Yeah, Kick It
The video for the Beastie Boys’ fourth single, (You Gotta) Fight For Your Right (To Party!), from their Licensed to Ill album released in November 1986, was featured in MTV’s Buzz Bin that December. I intrinsically know this because my sisters and I watched the video repeatedly in the hotel room on our first trip to New York City with my father. We didn’t have cable at home, so when our dad went out to trip the light fantastic around town, leaving us in the room, we ordered three dollar cans of Coke from room service and watched TV.
My father, Bobby, convinced our mother, his ex-wife, that it was a good idea to take Maggi, Molli, and me to New York City for a long weekend over the holiday season, Thursday through Sunday, a cultural outing. He loved Christmas, carols stayed on the jukebox year round in the family bar, decorations up for months, until a bartender would break and take them down, usually in the springtime, when the sag really set into the garland. He also considered New York City the best city in the world. The weekend culminated with the Christmas Spectacular featuring the Rockettes at Radio City Music Hall. He rented a car for the trip from Towson, Maryland, his 1973 Cadillac unreliable for the trek and ungainly for parking. Driving out of town with my father meant we left from the bar at night, usually around 9 or 10 pm, in this case Thursday night.

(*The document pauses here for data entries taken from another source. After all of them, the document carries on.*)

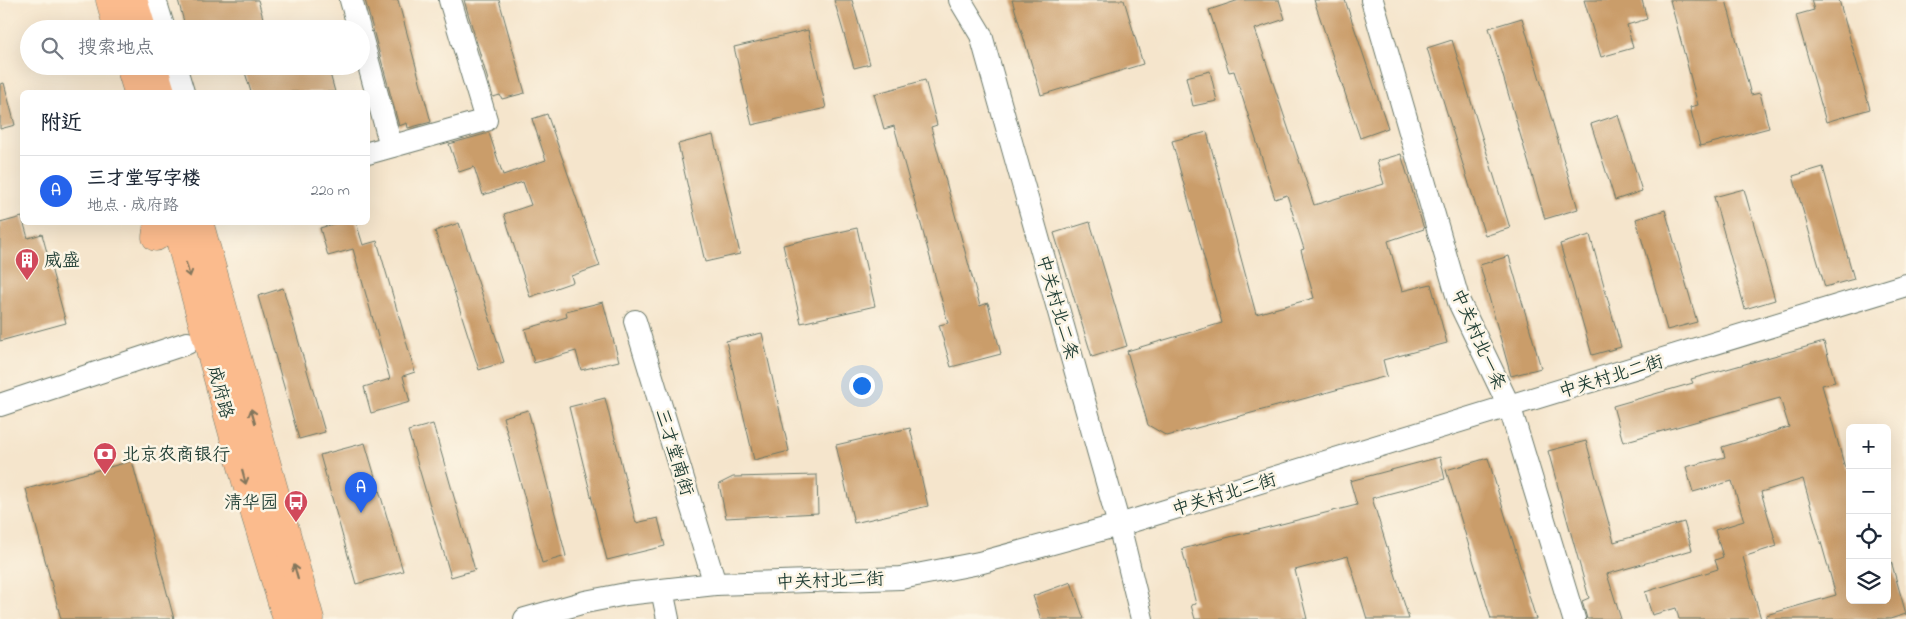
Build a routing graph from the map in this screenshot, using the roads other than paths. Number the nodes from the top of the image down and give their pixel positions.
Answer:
1 (110, 0) edge
2 (133, 0) edge
3 (156, 0) edge
4 (351, 0) edge
5 (450, 0) edge
6 (960, 0) edge
7 (1372, 0) edge
8 (116, 20) edge
9 (139, 20) edge
10 (162, 20) edge
11 (357, 20) edge
12 (370, 68) edge
13 (133, 75) edge
14 (156, 75) edge
15 (178, 75) edge
16 (137, 90) edge
17 (160, 90) edge
18 (182, 90) edge
19 (392, 146) junction
20 (370, 152) edge
21 (200, 225) edge
22 (163, 227) edge
23 (1906, 285) edge
24 (636, 321) dead end
25 (0, 394) edge
26 (0, 405) edge
27 (1510, 408) junction
28 (1119, 525) junction
29 (714, 584) junction
30 (662, 590) junction
31 (286, 619) edge
32 (310, 619) edge
33 (525, 619) edge
34 (668, 619) edge
35 (1142, 619) edge
36 (1574, 619) edge

1 - 8 main road
2 - 9 main road
3 - 10 street
4 - 11 street
5 - 19 street
6 - 28 street, 中关村北二条
7 - 27 street, 中关村北一条
12 - 19 street
13 - 16 main road
14 - 17 main road
15 - 18 street
19 - 20 street
32 -> 21 main road, 成府路
22 -> 31 main road, 成府路
23 - 27 street, 中关村北二街
24 - 29 street, 三才堂南街
25 - 26 street
27 - 28 street, 中关村北二街
27 - 36 street, 中关村北一条
28 - 29 street, 中关村北二街
28 - 35 street, 中关村北二条
29 - 30 street, 中关村北二街
30 - 33 street, 中关村北二街
30 - 34 street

Bobby was a cash guy, no wallet, two different rolls, smaller notes—singles, fives, tens, and twenties in the front pocket, hundreds and two dollar bills, brand new from the bank, in the back pocket. When my father couldn’t decide if he should stay on 95 north, or take the exit into the city, he made the decision a few beats too late and hit the exit ramp with such force the rental car got an flat tire. He opened the door to check it out, right there on the ramp. It was Friday morning, around 1 am, a constant raw rain fell from the sky.
And out flew the money, not the hundreds thank god, but a sizable stack for going out in the New York City, from the front left pocket. It must have fallen out at the last toll, the Lincoln Tunnel, and now the money was taking itself out, on the highway.
“Girls, get the money!” My father exclaimed and we ran across the lanes, picking it up. Luckily, it was stuck just a little to the road. The traffic wasn’t that bad, and by that I mean we survived this mission. I was the youngest, and kind of a daddy’s girl, a terrible phrase I loathe but appropriate for this moment, as I thought nothing of the task and took it to heart, without hesitation.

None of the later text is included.